Candidate Eligibility Challenge
Prior to the vote, Owner Sandra Kim raised a challenge to the candidacy of David Torres, asserting that Mr. Torres is currently delinquent in assessments and therefore ineligible under Article IV, Section 3 of the CC&Rs. The board reviewed the association's records. The manager confirmed that Mr. Torres has no outstanding balance. The board overruled the challenge. Mr. Torres remains on the ballot.
The Recount: Procedure and Documentation
If a recount is conducted — voluntarily or under pressure — the process itself must be documented:
- Who requested the recount
- Who conducted it and whether candidates or their representatives were present
- Whether the recount produced the same or different results
- The final certified results after recount
Recounts done in private, without any opportunity for observation, create the appearance of manipulation even when the results are accurate. Your minutes should reflect who had the opportunity to observe.

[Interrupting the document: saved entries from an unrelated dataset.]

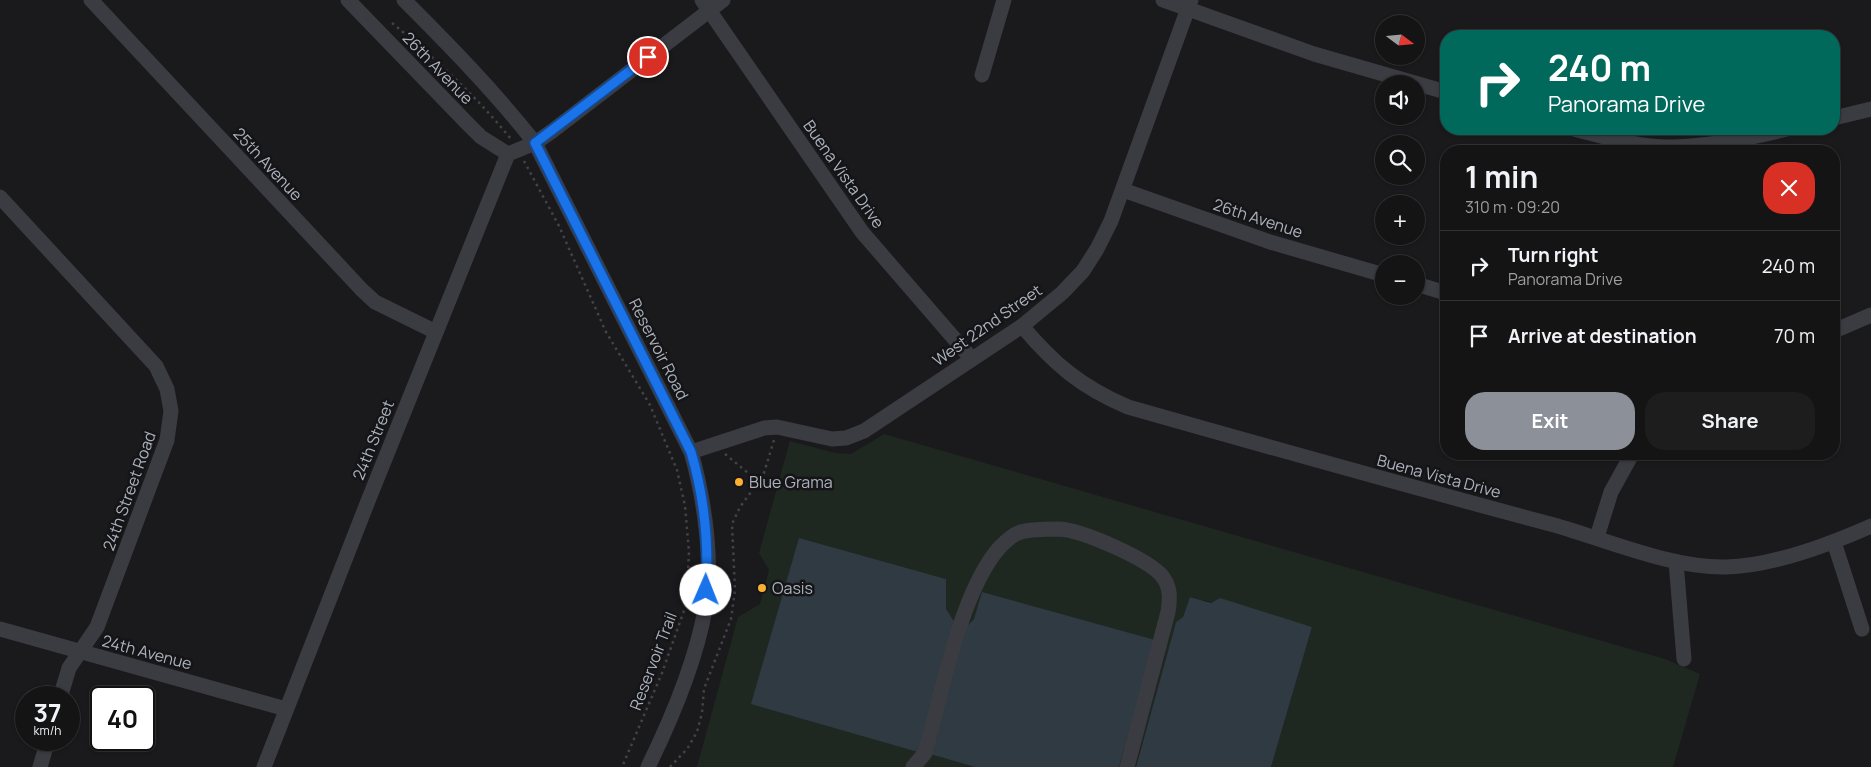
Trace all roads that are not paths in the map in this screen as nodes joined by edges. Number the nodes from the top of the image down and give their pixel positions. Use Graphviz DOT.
graph roads {
  1 [pos="91,0"];
  2 [pos="348,0"];
  3 [pos="404,0"];
  4 [pos="723,0"];
  5 [pos="1004,0"];
  6 [pos="1163,0"];
  7 [pos="706,4"];
  8 [pos="1189,4"];
  9 [pos="982,75"];
  10 [pos="1440,90"];
  11 [pos="1871,109"];
  12 [pos="1840,117"];
  13 [pos="1600,135"];
  14 [pos="1755,135"];
  15 [pos="535,143"];
  16 [pos="1652,145"];
  17 [pos="1695,145"];
  18 [pos="513,152"];
  19 [pos="1123,190"];
  20 [pos="0,197"];
  21 [pos="1375,272"];
  22 [pos="1425,287"];
  23 [pos="1440,291"];
  24 [pos="1871,315"];
  25 [pos="1022,326"];
  26 [pos="1840,328"];
  27 [pos="436,332"];
  28 [pos="971,358"];
  29 [pos="691,452"];
  30 [pos="1629,460"];
  31 [pos="1871,526"];
  32 [pos="1597,537"];
  33 [pos="1834,542"];
  34 [pos="1676,562"];
  35 [pos="0,629"];
  36 [pos="1862,629"];
  37 [pos="80,652"];
  38 [pos="1684,659"];
  39 [pos="64,686"];
  40 [pos="286,709"];
  41 [pos="45,751"];
  42 [pos="40,767"];
  43 [pos="264,767"];
  44 [pos="648,767"];
  45 [pos="913,767"];
  46 [pos="1127,767"];
  1 -- 27 [label="street, 25th Avenue"];
  2 -- 18 [label="street, 26th Avenue"];
  3 -- 15 [label="street, Reservoir Road"];
  4 -- 7 [label="street"];
  5 -- 9 [label="street"];
  6 -- 8 [label="street"];
  7 -- 15 [label="street"];
  7 -- 28 [label="street, Buena Vista Drive"];
  8 -- 10 [label="street"];
  8 -- 19 [label="street, West 22nd Street"];
  11 -- 12 [label="street"];
  13 -- 16 [label="street"];
  14 -- 17 [label="street"];
  15 -- 18 [label="street"];
  15 -- 29 [label="street, Reservoir Road"];
  18 -- 27 [label="street, 24th Street"];
  19 -- 21 [label="street, 26th Avenue"];
  19 -- 25 [label="street, West 22nd Street"];
  20 -- 37 [label="street, 24th Street Road"];
  22 -- 23 [label="street"];
  24 -- 26 [label="street"];
  25 -- 28 [label="street, West 22nd Street"];
  25 -- 32 [label="street, Buena Vista Drive"];
  27 -- 40 [label="street, 24th Street"];
  28 -- 29 [label="street, West 22nd Street"];
  29 -- 44 [label="street, Reservoir Road"];
  30 -- 32 [label="street"];
  31 -- 33 [label="street, Buena Vista Drive"];
  32 -- 34 [label="street, Buena Vista Drive"];
  33 -- 34 [label="street, Buena Vista Drive"];
  33 -- 36 [label="street"];
  34 -- 38 [label="street"];
  35 -- 37 [label="street, 24th Avenue"];
  37 -- 39 [label="street, 24th Street Road"];
  37 -- 40 [label="street, 24th Avenue"];
  40 -- 43 [label="street, 24th Street"];
  41 -- 42 [label="street"];
  45 -- 46 [label="street"];
}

When the Board Decides to Void an Election
Sometimes procedural errors are serious enough that the board (or a court) decides the election must be redone. If the board votes to void results:
- Document the specific defect that warranted voiding (inadequate notice, improper ballot form, inspector conflict, etc.)
- Reference the legal authority or governing document provision that requires a redo
- Document the board's vote on whether to void, with vote count
- Document the timeline for a new election
This is uncomfortable documentation. Do it anyway. A clear record of why the board took this step is far better than a vague reference to "procedural issues."
What Not to Do
Common documentation failures in contested elections:
- Omitting challenges: If someone raised an objection and it's not in the minutes, it looks like the board ignored it (or the minutes are being used to bury it)
- Vague results: "The election was conducted and new board members were selected" is not adequate
- Missing vote counts: Publish the vote totals, not just who won — owners have a legitimate interest in knowing by how much
- No inspector identification: If the inspector is not identified, the entire process lacks a verifiable foundation
- Approving minutes of a contested election without addressing the dispute: If the next meeting's minutes approve the prior election minutes without noting that a challenge was filed, that creates a misleading record
After the Election: Ongoing Documentation
If a formal challenge is filed (with the state HOA regulatory body, in small claims, or in superior court), the election minutes will be reviewed carefully. Keep:
- The original ballots (most states require a retention period, often one year minimum)
- The inspector's certification
- Any written objections submitted before or during the election
- Written communications about ballot challenges
The minutes document what happened at the meeting. These supporting records document how it happened. Both matter in litigation.